Viele der erwähnten Cloud-Lösungen bieten tatsächlich bis dahin ungeahnte Möglichkeiten. Kunden können damit relevanter, schneller und effizienter angesprochen und begleitet werden. Egal ob vor oder nach dem Kauf. Dennoch ist aus Sicht eines einzelnen Unternehmens Vorsicht geboten. Denn die Erfahrung zeigt, dass die erwünschte Personalisierung auf Dauer kein Marketingtrick bleiben kann. Die Entscheidung für eine solche technische Lösung ist nur der Anfang. Echte Personalisierung ist der ernsthafte Wunsch beziehungsweise die Absicht, sich mit einem Kunden individuell auseinandersetzten zu können. Und zu wollen! Dies ist nicht nur eine Aufgabe für Systeme und Maschinen, es ist vielmehr eine Aufgabe von Menschen und letztlich der ganzen Organisation.

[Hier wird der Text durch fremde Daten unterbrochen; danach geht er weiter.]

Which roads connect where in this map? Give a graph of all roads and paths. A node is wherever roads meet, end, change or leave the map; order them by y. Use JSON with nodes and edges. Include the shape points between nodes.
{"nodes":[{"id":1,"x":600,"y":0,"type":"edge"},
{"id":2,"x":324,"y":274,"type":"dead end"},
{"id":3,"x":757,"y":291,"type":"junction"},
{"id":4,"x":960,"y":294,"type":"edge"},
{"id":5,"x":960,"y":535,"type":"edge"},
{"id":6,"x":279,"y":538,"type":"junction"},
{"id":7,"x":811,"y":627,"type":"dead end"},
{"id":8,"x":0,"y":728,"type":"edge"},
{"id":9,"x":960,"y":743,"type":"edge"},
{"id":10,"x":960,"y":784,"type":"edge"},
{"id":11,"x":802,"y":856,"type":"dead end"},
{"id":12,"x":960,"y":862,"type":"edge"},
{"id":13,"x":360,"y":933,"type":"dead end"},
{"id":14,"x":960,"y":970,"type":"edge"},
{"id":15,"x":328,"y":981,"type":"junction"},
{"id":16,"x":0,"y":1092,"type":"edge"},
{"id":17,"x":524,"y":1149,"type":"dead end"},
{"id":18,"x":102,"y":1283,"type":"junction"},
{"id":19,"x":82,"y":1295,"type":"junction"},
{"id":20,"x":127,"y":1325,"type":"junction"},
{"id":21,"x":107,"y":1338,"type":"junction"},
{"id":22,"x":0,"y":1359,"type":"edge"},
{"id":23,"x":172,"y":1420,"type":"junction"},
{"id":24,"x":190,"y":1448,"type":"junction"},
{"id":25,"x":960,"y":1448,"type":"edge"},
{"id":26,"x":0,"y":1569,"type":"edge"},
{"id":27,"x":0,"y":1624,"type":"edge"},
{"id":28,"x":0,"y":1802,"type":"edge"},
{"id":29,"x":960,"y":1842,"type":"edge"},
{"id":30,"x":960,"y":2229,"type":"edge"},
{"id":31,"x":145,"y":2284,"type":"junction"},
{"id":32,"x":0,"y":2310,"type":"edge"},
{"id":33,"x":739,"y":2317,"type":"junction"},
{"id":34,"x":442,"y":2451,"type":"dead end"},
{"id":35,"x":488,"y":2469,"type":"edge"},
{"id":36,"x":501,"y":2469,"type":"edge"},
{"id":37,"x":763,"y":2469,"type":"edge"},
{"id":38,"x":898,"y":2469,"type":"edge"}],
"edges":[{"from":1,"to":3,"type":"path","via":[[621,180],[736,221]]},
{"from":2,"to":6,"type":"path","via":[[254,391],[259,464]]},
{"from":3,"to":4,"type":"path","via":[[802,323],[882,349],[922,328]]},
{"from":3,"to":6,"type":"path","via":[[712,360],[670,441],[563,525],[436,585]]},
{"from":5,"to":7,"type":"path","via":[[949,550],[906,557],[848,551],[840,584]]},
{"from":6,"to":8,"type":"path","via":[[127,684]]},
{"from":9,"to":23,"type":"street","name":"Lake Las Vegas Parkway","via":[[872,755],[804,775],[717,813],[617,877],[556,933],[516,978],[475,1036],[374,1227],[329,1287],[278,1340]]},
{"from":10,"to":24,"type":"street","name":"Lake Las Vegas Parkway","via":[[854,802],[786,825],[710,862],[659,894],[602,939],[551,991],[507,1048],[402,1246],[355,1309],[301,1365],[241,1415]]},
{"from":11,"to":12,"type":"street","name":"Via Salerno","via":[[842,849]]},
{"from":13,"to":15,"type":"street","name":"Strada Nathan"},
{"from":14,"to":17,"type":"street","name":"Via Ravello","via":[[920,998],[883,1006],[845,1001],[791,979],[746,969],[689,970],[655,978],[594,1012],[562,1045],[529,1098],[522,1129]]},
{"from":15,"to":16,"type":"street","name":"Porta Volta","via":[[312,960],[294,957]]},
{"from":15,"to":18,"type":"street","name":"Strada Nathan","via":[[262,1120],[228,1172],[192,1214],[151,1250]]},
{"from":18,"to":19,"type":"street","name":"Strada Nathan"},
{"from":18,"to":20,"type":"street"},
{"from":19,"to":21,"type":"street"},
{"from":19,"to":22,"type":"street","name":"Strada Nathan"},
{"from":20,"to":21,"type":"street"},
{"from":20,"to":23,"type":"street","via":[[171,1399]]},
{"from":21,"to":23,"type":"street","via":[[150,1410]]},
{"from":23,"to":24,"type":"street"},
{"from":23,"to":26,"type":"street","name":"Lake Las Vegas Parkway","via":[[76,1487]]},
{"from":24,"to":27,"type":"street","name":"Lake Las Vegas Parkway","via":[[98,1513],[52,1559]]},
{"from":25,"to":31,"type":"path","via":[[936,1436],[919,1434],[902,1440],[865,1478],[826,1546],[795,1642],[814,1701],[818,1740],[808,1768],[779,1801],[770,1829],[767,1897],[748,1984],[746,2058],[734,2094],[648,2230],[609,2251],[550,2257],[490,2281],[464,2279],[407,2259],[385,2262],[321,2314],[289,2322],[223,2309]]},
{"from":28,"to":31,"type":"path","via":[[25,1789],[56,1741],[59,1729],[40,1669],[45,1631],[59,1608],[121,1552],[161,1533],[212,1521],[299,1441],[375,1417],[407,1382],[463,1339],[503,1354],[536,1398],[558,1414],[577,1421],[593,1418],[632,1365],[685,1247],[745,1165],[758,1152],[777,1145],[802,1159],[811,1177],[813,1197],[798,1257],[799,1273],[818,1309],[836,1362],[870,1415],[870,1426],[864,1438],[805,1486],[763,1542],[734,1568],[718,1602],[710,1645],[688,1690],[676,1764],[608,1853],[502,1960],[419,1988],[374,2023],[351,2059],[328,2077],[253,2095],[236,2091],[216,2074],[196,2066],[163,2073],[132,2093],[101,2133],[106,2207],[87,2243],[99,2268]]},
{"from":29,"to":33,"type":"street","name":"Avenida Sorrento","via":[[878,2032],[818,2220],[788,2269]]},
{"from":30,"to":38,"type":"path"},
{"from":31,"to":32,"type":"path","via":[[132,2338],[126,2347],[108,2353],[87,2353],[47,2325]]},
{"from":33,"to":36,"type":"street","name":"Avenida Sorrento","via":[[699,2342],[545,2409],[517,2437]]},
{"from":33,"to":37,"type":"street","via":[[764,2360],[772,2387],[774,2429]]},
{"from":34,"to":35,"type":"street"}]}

Kunden ganzheitlich verstehen

Wenn man heute Unternehmen auf dem Weg in die Personalisierung begleitet, merkt man schnell, wo die Chancen, aber auch die Risiken liegen. Die arbeitsteiligen Strukturen, oft viele Jahrzehnte lang Garant für eine erfolgreiche Unternehmensführung, versperren in vielen Unternehmen heute den Weg, Kunden und Interessenten wirklich ganzheitlich zu verstehen und alles, was man über sie weiß, auch zielführend zu nutzen. Es klingt logisch und paradox zugleich: Um Kunden individuell relevant ansprechen und begleiten zu können, müssen immer mehr Menschen und Bereiche in Unternehmen barrierefrei zusammenarbeiten.

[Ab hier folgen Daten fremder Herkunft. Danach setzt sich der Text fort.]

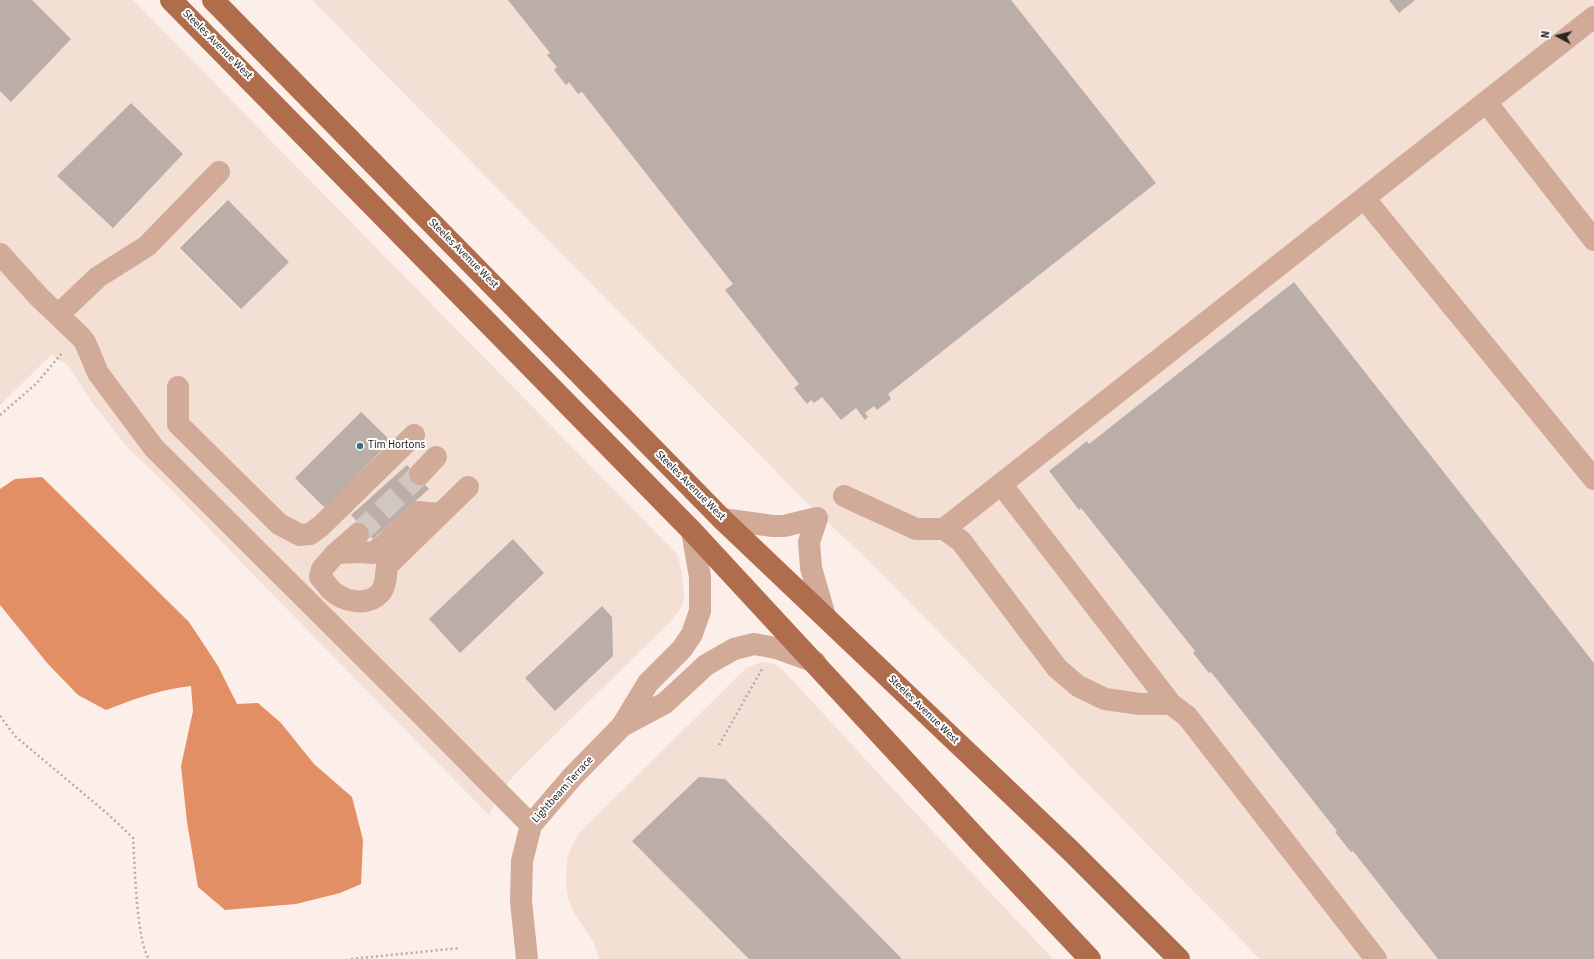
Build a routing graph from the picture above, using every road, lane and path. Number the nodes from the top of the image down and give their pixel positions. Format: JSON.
{"nodes":[{"id":1,"x":171,"y":0,"type":"edge"},
{"id":2,"x":213,"y":0,"type":"edge"},
{"id":3,"x":1594,"y":17,"type":"edge"},
{"id":4,"x":1486,"y":102,"type":"junction"},
{"id":5,"x":218,"y":172,"type":"dead end"},
{"id":6,"x":1364,"y":198,"type":"junction"},
{"id":7,"x":1594,"y":240,"type":"edge"},
{"id":8,"x":0,"y":254,"type":"edge"},
{"id":9,"x":58,"y":315,"type":"junction"},
{"id":10,"x":64,"y":352,"type":"dead end"},
{"id":11,"x":178,"y":387,"type":"dead end"},
{"id":12,"x":0,"y":415,"type":"edge"},
{"id":13,"x":414,"y":434,"type":"dead end"},
{"id":14,"x":436,"y":457,"type":"dead end"},
{"id":15,"x":420,"y":474,"type":"tunnel mouth"},
{"id":16,"x":1594,"y":479,"type":"edge"},
{"id":17,"x":1001,"y":484,"type":"junction"},
{"id":18,"x":468,"y":487,"type":"dead end"},
{"id":19,"x":844,"y":496,"type":"dead end"},
{"id":20,"x":440,"y":514,"type":"junction"},
{"id":21,"x":722,"y":518,"type":"junction"},
{"id":22,"x":944,"y":529,"type":"junction"},
{"id":23,"x":692,"y":531,"type":"junction"},
{"id":24,"x":358,"y":534,"type":"tunnel mouth"},
{"id":25,"x":336,"y":553,"type":"junction"},
{"id":26,"x":824,"y":616,"type":"junction"},
{"id":27,"x":814,"y":662,"type":"junction"},
{"id":28,"x":765,"y":664,"type":"dead end"},
{"id":29,"x":1171,"y":704,"type":"junction"},
{"id":30,"x":0,"y":716,"type":"edge"},
{"id":31,"x":622,"y":726,"type":"junction"},
{"id":32,"x":719,"y":745,"type":"dead end"},
{"id":33,"x":531,"y":825,"type":"junction"},
{"id":34,"x":460,"y":948,"type":"dead end"},
{"id":35,"x":149,"y":959,"type":"edge"},
{"id":36,"x":351,"y":959,"type":"edge"},
{"id":37,"x":527,"y":959,"type":"edge"},
{"id":38,"x":1090,"y":959,"type":"edge"},
{"id":39,"x":1179,"y":959,"type":"edge"},
{"id":40,"x":1376,"y":959,"type":"edge"}],
"edges":[{"from":1,"to":23,"type":"main road","name":"Steeles Avenue West"},
{"from":2,"to":21,"type":"main road","name":"Steeles Avenue West"},
{"from":3,"to":4,"type":"street"},
{"from":4,"to":6,"type":"street"},
{"from":4,"to":7,"type":"street"},
{"from":5,"to":9,"type":"street"},
{"from":6,"to":16,"type":"street"},
{"from":6,"to":17,"type":"street"},
{"from":8,"to":9,"type":"street"},
{"from":9,"to":33,"type":"street"},
{"from":10,"to":12,"type":"path"},
{"from":11,"to":13,"type":"street"},
{"from":14,"to":15,"type":"street"},
{"from":17,"to":22,"type":"street"},
{"from":17,"to":29,"type":"street"},
{"from":18,"to":20,"type":"street"},
{"from":19,"to":22,"type":"street"},
{"from":20,"to":25,"type":"street"},
{"from":20,"to":25,"type":"street"},
{"from":21,"to":26,"type":"main road","name":"Steeles Avenue West"},
{"from":21,"to":26,"type":"street"},
{"from":22,"to":29,"type":"street"},
{"from":23,"to":27,"type":"main road","name":"Steeles Avenue West"},
{"from":23,"to":31,"type":"street","name":"Lightbeam Terrace"},
{"from":24,"to":25,"type":"street"},
{"from":26,"to":39,"type":"main road","name":"Steeles Avenue West"},
{"from":27,"to":31,"type":"street","name":"Lightbeam Terrace"},
{"from":27,"to":38,"type":"main road","name":"Steeles Avenue West"},
{"from":28,"to":32,"type":"path"},
{"from":29,"to":40,"type":"street"},
{"from":30,"to":35,"type":"path"},
{"from":31,"to":33,"type":"street","name":"Lightbeam Terrace"},
{"from":33,"to":37,"type":"street","name":"Lightbeam Terrace"},
{"from":34,"to":36,"type":"path"}]}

Dies gilt zum einen horizontal für Vertrieb, Marketing, Kundenservice etc. Es ist schließlich nicht nur aus Sicht der Kunden wenig sinnvoll, wenn sie zum Beispiel gerade online einen Handyvertrag abgeschlossen haben, und parallel ständig weitere inkompatible Angebote derselben Marke erhalten. Oder wenn im aufkommenden Omnichannel die Kunden weiter mit Fragen zur Ergänzung ihres Profils belästigt werden, sie aber im stationären Handel längst geschätzte Kunden sind.

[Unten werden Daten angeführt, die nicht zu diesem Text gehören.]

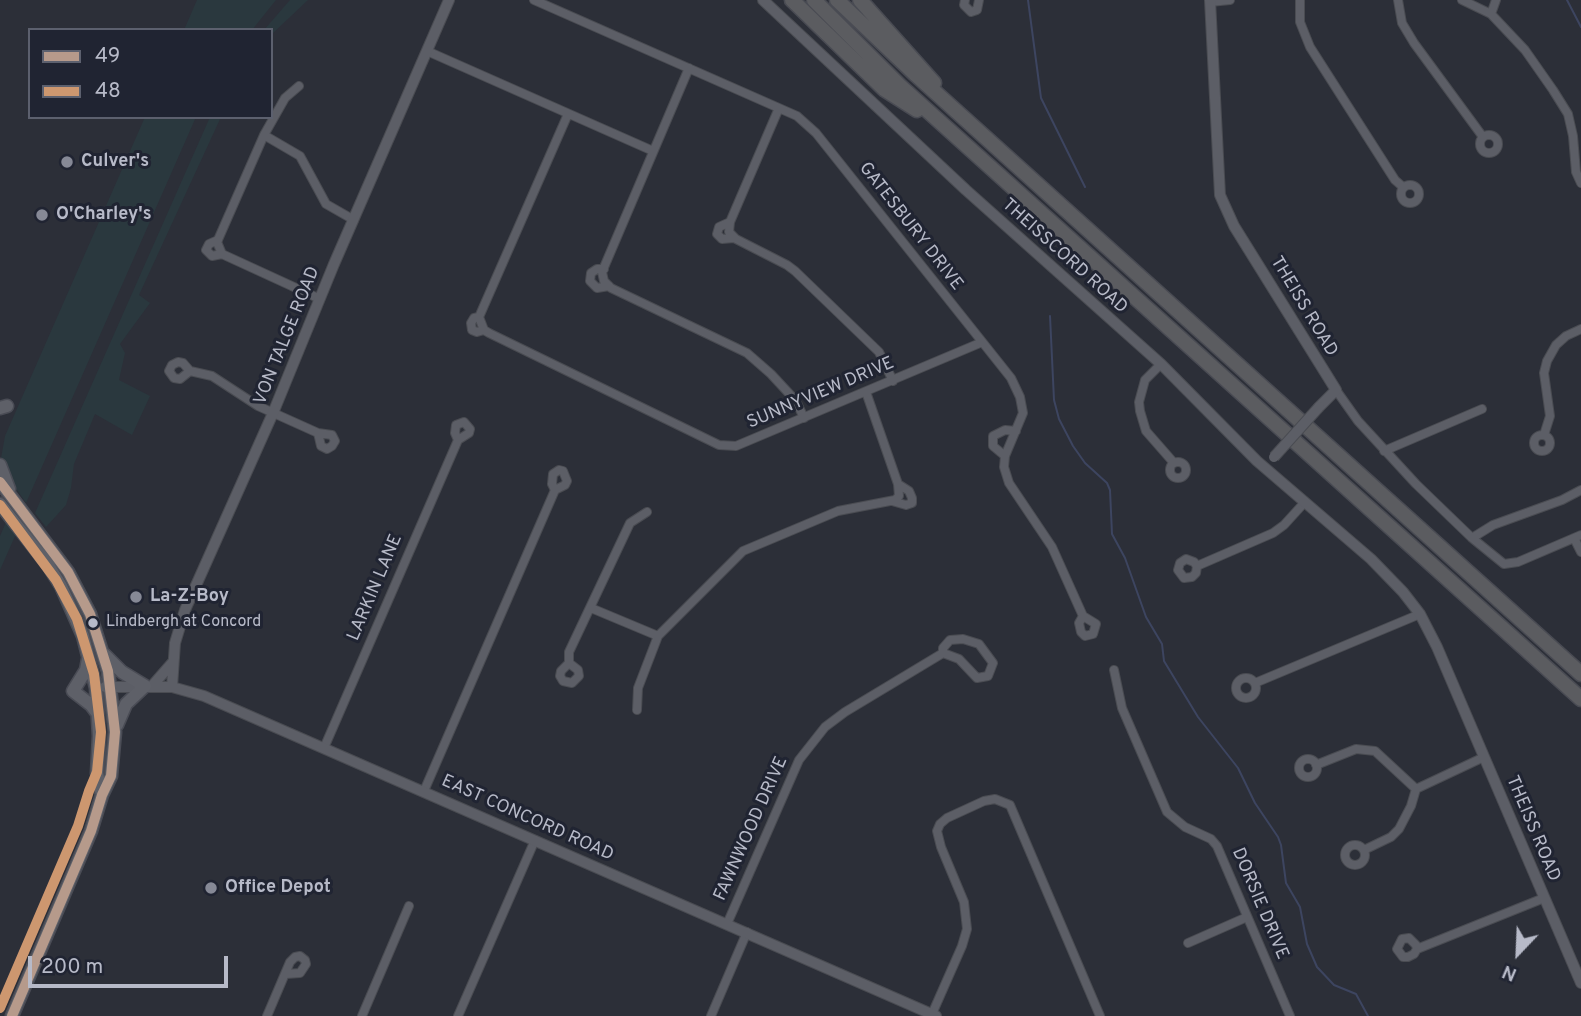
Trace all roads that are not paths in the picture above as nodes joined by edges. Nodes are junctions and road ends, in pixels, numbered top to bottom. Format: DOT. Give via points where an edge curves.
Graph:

Auch vertikal ist Integration gefordert: Einkauf, IT, Legal etc. sind gefragt, die nötige Infrastruktur, Daten und Systeme, sowie Rechtssicherheit zu implementieren. Woher sollte eine IT-Abteilung zum Beispiel wissen, welches System zu welcher Marketing-Strategie am besten passt? Der Markt für derartige Beratungsmandate, also Unternehmen fit für das Personalisierungszeitalter zu machen, boomt gerade. Aus inhaltlich konzeptioneller Sicht, aber auch aus einer organisatorischen Perspektive, die Barrieren abbaut und Unternehmen abteilungsübergreifend handlungsfähig macht.

Ist Personalisierung für das Unternehmen wirklich geeignet?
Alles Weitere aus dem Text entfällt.